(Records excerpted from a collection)
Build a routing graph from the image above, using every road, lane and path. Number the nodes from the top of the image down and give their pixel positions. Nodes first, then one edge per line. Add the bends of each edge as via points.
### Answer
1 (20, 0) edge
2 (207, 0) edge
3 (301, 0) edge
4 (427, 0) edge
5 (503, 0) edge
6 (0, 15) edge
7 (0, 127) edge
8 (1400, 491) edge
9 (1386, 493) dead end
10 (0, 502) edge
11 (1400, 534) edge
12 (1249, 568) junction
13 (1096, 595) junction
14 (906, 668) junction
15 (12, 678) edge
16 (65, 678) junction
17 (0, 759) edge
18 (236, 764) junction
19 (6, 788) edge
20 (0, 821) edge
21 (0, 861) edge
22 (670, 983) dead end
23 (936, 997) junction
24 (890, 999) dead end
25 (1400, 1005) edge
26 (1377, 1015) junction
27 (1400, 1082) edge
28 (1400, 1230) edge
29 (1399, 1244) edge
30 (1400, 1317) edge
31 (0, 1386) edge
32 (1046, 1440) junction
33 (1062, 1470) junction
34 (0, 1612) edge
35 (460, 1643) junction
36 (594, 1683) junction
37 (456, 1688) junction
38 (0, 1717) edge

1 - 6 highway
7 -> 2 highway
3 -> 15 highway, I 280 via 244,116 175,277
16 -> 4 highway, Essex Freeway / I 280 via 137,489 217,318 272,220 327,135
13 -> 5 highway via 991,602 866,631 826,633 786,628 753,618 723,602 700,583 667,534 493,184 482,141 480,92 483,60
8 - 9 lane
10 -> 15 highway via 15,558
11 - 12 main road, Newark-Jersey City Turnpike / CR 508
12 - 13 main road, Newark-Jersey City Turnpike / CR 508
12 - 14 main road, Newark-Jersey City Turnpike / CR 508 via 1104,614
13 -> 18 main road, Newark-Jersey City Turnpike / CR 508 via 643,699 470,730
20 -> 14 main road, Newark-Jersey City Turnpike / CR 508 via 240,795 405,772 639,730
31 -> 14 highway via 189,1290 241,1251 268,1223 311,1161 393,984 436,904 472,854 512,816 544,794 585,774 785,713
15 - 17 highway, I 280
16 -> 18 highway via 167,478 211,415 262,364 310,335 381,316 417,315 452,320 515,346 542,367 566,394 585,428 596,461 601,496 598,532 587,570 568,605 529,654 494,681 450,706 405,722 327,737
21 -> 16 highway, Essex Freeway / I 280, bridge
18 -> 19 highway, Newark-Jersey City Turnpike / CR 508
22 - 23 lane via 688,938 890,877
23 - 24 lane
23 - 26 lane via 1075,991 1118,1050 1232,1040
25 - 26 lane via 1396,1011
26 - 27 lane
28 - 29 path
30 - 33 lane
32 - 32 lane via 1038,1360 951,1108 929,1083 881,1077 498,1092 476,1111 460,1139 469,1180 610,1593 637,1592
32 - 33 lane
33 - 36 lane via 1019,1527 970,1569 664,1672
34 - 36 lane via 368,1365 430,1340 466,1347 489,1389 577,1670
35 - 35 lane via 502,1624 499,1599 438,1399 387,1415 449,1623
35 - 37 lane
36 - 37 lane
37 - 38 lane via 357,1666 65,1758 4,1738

• Assignment
Repeat every entry word for word.

• Result for this task
Build a routing graph from the image above, using every road, lane and path. Number the nodes from the top of the image down and give their pixel positions. Nodes first, then one edge per line. Add the bends of each edge as via points.
### Answer
1 (20, 0) edge
2 (207, 0) edge
3 (301, 0) edge
4 (427, 0) edge
5 (503, 0) edge
6 (0, 15) edge
7 (0, 127) edge
8 (1400, 491) edge
9 (1386, 493) dead end
10 (0, 502) edge
11 (1400, 534) edge
12 (1249, 568) junction
13 (1096, 595) junction
14 (906, 668) junction
15 (12, 678) edge
16 (65, 678) junction
17 (0, 759) edge
18 (236, 764) junction
19 (6, 788) edge
20 (0, 821) edge
21 (0, 861) edge
22 (670, 983) dead end
23 (936, 997) junction
24 (890, 999) dead end
25 (1400, 1005) edge
26 (1377, 1015) junction
27 (1400, 1082) edge
28 (1400, 1230) edge
29 (1399, 1244) edge
30 (1400, 1317) edge
31 (0, 1386) edge
32 (1046, 1440) junction
33 (1062, 1470) junction
34 (0, 1612) edge
35 (460, 1643) junction
36 (594, 1683) junction
37 (456, 1688) junction
38 (0, 1717) edge

1 - 6 highway
7 -> 2 highway
3 -> 15 highway, I 280 via 244,116 175,277
16 -> 4 highway, Essex Freeway / I 280 via 137,489 217,318 272,220 327,135
13 -> 5 highway via 991,602 866,631 826,633 786,628 753,618 723,602 700,583 667,534 493,184 482,141 480,92 483,60
8 - 9 lane
10 -> 15 highway via 15,558
11 - 12 main road, Newark-Jersey City Turnpike / CR 508
12 - 13 main road, Newark-Jersey City Turnpike / CR 508
12 - 14 main road, Newark-Jersey City Turnpike / CR 508 via 1104,614
13 -> 18 main road, Newark-Jersey City Turnpike / CR 508 via 643,699 470,730
20 -> 14 main road, Newark-Jersey City Turnpike / CR 508 via 240,795 405,772 639,730
31 -> 14 highway via 189,1290 241,1251 268,1223 311,1161 393,984 436,904 472,854 512,816 544,794 585,774 785,713
15 - 17 highway, I 280
16 -> 18 highway via 167,478 211,415 262,364 310,335 381,316 417,315 452,320 515,346 542,367 566,394 585,428 596,461 601,496 598,532 587,570 568,605 529,654 494,681 450,706 405,722 327,737
21 -> 16 highway, Essex Freeway / I 280, bridge
18 -> 19 highway, Newark-Jersey City Turnpike / CR 508
22 - 23 lane via 688,938 890,877
23 - 24 lane
23 - 26 lane via 1075,991 1118,1050 1232,1040
25 - 26 lane via 1396,1011
26 - 27 lane
28 - 29 path
30 - 33 lane
32 - 32 lane via 1038,1360 951,1108 929,1083 881,1077 498,1092 476,1111 460,1139 469,1180 610,1593 637,1592
32 - 33 lane
33 - 36 lane via 1019,1527 970,1569 664,1672
34 - 36 lane via 368,1365 430,1340 466,1347 489,1389 577,1670
35 - 35 lane via 502,1624 499,1599 438,1399 387,1415 449,1623
35 - 37 lane
36 - 37 lane
37 - 38 lane via 357,1666 65,1758 4,1738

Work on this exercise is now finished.